[Source records]
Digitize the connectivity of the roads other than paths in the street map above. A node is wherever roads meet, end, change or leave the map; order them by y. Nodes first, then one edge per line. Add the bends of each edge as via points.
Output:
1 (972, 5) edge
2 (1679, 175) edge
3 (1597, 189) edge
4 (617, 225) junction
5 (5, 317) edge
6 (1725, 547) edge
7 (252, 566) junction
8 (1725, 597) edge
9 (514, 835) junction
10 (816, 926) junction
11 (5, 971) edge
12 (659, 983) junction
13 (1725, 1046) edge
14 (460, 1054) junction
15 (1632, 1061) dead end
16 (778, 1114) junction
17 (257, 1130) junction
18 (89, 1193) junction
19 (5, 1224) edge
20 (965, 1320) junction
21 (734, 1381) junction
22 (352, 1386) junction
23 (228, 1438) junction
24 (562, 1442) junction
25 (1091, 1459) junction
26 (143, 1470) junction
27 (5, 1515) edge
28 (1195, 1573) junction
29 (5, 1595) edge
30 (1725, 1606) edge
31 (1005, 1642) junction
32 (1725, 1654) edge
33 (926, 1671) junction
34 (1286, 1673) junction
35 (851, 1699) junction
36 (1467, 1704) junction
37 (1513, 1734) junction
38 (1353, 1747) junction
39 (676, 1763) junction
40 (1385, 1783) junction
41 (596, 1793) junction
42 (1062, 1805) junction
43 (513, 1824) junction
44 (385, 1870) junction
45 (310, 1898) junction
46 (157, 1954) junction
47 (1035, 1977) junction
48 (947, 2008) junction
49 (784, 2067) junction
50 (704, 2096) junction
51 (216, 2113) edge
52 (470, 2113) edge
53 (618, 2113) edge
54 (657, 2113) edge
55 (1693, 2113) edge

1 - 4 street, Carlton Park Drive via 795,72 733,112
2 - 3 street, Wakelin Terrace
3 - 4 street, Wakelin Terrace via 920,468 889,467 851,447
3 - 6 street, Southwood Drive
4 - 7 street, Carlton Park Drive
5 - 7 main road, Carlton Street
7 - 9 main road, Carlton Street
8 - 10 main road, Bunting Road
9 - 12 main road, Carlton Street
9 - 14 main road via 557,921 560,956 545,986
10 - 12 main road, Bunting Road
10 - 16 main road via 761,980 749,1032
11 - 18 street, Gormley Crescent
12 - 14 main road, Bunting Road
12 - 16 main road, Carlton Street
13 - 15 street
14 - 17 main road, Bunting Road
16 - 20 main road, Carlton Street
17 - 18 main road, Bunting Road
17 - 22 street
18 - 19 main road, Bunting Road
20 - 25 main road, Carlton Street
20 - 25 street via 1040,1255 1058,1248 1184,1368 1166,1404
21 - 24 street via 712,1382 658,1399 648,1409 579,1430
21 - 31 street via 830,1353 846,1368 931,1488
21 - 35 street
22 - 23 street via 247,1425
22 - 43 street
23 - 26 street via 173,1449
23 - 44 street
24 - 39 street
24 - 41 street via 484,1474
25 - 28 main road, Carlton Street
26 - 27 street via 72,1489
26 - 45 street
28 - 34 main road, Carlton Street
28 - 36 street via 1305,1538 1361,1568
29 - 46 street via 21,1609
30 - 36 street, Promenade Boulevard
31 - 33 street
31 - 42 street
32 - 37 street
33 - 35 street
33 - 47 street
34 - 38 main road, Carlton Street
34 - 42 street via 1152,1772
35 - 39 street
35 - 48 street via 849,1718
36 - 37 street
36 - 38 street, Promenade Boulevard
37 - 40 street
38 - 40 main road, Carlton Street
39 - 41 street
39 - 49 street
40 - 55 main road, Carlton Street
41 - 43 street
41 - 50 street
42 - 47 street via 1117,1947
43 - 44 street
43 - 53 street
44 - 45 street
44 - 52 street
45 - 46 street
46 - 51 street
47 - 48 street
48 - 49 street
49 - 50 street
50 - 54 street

## Task item
Identify the lines above that contain the word "Bunting", then copy them.

## Response to this exercise
8 - 10 main road, Bunting Road
10 - 12 main road, Bunting Road
12 - 14 main road, Bunting Road
14 - 17 main road, Bunting Road
17 - 18 main road, Bunting Road
18 - 19 main road, Bunting Road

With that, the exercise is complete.